**TASK DESCRIPTION:**
Transcribe the entire listing exactly.

[[ DATASET, beginning ]]

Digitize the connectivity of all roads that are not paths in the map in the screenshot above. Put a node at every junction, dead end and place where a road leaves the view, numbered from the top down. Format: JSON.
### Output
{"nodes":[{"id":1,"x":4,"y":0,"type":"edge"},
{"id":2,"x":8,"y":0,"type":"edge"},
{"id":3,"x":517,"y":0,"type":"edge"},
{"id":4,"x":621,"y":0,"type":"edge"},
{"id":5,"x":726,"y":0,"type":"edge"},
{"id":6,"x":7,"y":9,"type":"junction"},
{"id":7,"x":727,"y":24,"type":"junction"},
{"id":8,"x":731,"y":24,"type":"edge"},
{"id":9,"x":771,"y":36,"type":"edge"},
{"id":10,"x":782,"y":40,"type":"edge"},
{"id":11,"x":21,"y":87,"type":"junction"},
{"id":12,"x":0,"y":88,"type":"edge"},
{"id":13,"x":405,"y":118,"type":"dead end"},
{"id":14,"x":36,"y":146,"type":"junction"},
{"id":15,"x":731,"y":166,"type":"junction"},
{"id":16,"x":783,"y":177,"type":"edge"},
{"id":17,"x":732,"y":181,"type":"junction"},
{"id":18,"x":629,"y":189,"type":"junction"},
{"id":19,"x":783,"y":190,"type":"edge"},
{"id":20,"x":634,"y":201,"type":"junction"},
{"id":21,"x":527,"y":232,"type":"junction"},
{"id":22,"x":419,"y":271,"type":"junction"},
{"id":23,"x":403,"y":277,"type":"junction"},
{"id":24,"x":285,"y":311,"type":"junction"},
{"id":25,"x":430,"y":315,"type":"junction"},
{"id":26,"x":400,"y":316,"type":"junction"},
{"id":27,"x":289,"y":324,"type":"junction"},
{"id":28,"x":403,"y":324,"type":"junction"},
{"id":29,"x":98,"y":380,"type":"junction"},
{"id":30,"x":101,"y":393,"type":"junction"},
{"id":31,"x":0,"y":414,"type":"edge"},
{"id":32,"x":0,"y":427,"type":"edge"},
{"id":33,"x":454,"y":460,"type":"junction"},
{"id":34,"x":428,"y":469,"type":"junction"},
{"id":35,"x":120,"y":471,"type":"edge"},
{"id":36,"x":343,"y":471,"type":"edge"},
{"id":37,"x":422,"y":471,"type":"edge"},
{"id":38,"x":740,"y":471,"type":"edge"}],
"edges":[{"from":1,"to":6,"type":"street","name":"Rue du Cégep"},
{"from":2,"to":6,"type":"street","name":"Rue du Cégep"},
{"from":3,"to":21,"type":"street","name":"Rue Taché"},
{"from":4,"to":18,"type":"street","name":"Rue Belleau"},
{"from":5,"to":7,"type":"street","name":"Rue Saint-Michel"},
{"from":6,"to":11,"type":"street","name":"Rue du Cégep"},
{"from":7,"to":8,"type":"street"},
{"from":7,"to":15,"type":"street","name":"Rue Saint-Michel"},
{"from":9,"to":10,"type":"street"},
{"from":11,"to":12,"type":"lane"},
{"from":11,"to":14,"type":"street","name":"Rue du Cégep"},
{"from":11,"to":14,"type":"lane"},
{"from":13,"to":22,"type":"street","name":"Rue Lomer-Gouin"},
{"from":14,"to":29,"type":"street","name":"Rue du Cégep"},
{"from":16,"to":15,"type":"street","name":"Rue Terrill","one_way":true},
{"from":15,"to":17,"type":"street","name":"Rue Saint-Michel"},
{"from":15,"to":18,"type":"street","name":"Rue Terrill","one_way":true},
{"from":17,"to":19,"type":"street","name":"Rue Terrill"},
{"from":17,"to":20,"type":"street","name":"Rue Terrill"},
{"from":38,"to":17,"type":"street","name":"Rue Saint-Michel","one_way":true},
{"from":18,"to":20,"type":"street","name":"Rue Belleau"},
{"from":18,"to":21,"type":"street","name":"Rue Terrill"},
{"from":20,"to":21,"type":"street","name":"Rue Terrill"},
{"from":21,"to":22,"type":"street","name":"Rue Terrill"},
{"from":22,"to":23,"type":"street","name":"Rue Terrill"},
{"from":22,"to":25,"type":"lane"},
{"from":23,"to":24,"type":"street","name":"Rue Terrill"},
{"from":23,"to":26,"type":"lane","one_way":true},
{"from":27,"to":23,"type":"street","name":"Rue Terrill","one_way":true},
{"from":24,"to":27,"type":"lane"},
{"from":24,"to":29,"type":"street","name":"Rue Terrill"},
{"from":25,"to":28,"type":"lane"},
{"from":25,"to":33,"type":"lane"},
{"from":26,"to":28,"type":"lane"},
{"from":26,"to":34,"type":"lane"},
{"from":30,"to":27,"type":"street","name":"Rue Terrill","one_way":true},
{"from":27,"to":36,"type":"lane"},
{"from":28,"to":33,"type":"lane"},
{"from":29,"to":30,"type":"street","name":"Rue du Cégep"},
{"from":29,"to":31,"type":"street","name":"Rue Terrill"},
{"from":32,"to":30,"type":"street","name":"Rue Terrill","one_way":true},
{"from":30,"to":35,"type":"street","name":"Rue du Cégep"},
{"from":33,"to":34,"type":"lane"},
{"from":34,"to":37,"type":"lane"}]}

[[ DATASET, end ]]

**RESULT BELOW:**
Digitize the connectivity of all roads that are not paths in the map in the screenshot above. Put a node at every junction, dead end and place where a road leaves the view, numbered from the top down. Format: JSON.
### Output
{"nodes":[{"id":1,"x":4,"y":0,"type":"edge"},
{"id":2,"x":8,"y":0,"type":"edge"},
{"id":3,"x":517,"y":0,"type":"edge"},
{"id":4,"x":621,"y":0,"type":"edge"},
{"id":5,"x":726,"y":0,"type":"edge"},
{"id":6,"x":7,"y":9,"type":"junction"},
{"id":7,"x":727,"y":24,"type":"junction"},
{"id":8,"x":731,"y":24,"type":"edge"},
{"id":9,"x":771,"y":36,"type":"edge"},
{"id":10,"x":782,"y":40,"type":"edge"},
{"id":11,"x":21,"y":87,"type":"junction"},
{"id":12,"x":0,"y":88,"type":"edge"},
{"id":13,"x":405,"y":118,"type":"dead end"},
{"id":14,"x":36,"y":146,"type":"junction"},
{"id":15,"x":731,"y":166,"type":"junction"},
{"id":16,"x":783,"y":177,"type":"edge"},
{"id":17,"x":732,"y":181,"type":"junction"},
{"id":18,"x":629,"y":189,"type":"junction"},
{"id":19,"x":783,"y":190,"type":"edge"},
{"id":20,"x":634,"y":201,"type":"junction"},
{"id":21,"x":527,"y":232,"type":"junction"},
{"id":22,"x":419,"y":271,"type":"junction"},
{"id":23,"x":403,"y":277,"type":"junction"},
{"id":24,"x":285,"y":311,"type":"junction"},
{"id":25,"x":430,"y":315,"type":"junction"},
{"id":26,"x":400,"y":316,"type":"junction"},
{"id":27,"x":289,"y":324,"type":"junction"},
{"id":28,"x":403,"y":324,"type":"junction"},
{"id":29,"x":98,"y":380,"type":"junction"},
{"id":30,"x":101,"y":393,"type":"junction"},
{"id":31,"x":0,"y":414,"type":"edge"},
{"id":32,"x":0,"y":427,"type":"edge"},
{"id":33,"x":454,"y":460,"type":"junction"},
{"id":34,"x":428,"y":469,"type":"junction"},
{"id":35,"x":120,"y":471,"type":"edge"},
{"id":36,"x":343,"y":471,"type":"edge"},
{"id":37,"x":422,"y":471,"type":"edge"},
{"id":38,"x":740,"y":471,"type":"edge"}],
"edges":[{"from":1,"to":6,"type":"street","name":"Rue du Cégep"},
{"from":2,"to":6,"type":"street","name":"Rue du Cégep"},
{"from":3,"to":21,"type":"street","name":"Rue Taché"},
{"from":4,"to":18,"type":"street","name":"Rue Belleau"},
{"from":5,"to":7,"type":"street","name":"Rue Saint-Michel"},
{"from":6,"to":11,"type":"street","name":"Rue du Cégep"},
{"from":7,"to":8,"type":"street"},
{"from":7,"to":15,"type":"street","name":"Rue Saint-Michel"},
{"from":9,"to":10,"type":"street"},
{"from":11,"to":12,"type":"lane"},
{"from":11,"to":14,"type":"street","name":"Rue du Cégep"},
{"from":11,"to":14,"type":"lane"},
{"from":13,"to":22,"type":"street","name":"Rue Lomer-Gouin"},
{"from":14,"to":29,"type":"street","name":"Rue du Cégep"},
{"from":16,"to":15,"type":"street","name":"Rue Terrill","one_way":true},
{"from":15,"to":17,"type":"street","name":"Rue Saint-Michel"},
{"from":15,"to":18,"type":"street","name":"Rue Terrill","one_way":true},
{"from":17,"to":19,"type":"street","name":"Rue Terrill"},
{"from":17,"to":20,"type":"street","name":"Rue Terrill"},
{"from":38,"to":17,"type":"street","name":"Rue Saint-Michel","one_way":true},
{"from":18,"to":20,"type":"street","name":"Rue Belleau"},
{"from":18,"to":21,"type":"street","name":"Rue Terrill"},
{"from":20,"to":21,"type":"street","name":"Rue Terrill"},
{"from":21,"to":22,"type":"street","name":"Rue Terrill"},
{"from":22,"to":23,"type":"street","name":"Rue Terrill"},
{"from":22,"to":25,"type":"lane"},
{"from":23,"to":24,"type":"street","name":"Rue Terrill"},
{"from":23,"to":26,"type":"lane","one_way":true},
{"from":27,"to":23,"type":"street","name":"Rue Terrill","one_way":true},
{"from":24,"to":27,"type":"lane"},
{"from":24,"to":29,"type":"street","name":"Rue Terrill"},
{"from":25,"to":28,"type":"lane"},
{"from":25,"to":33,"type":"lane"},
{"from":26,"to":28,"type":"lane"},
{"from":26,"to":34,"type":"lane"},
{"from":30,"to":27,"type":"street","name":"Rue Terrill","one_way":true},
{"from":27,"to":36,"type":"lane"},
{"from":28,"to":33,"type":"lane"},
{"from":29,"to":30,"type":"street","name":"Rue du Cégep"},
{"from":29,"to":31,"type":"street","name":"Rue Terrill"},
{"from":32,"to":30,"type":"street","name":"Rue Terrill","one_way":true},
{"from":30,"to":35,"type":"street","name":"Rue du Cégep"},
{"from":33,"to":34,"type":"lane"},
{"from":34,"to":37,"type":"lane"}]}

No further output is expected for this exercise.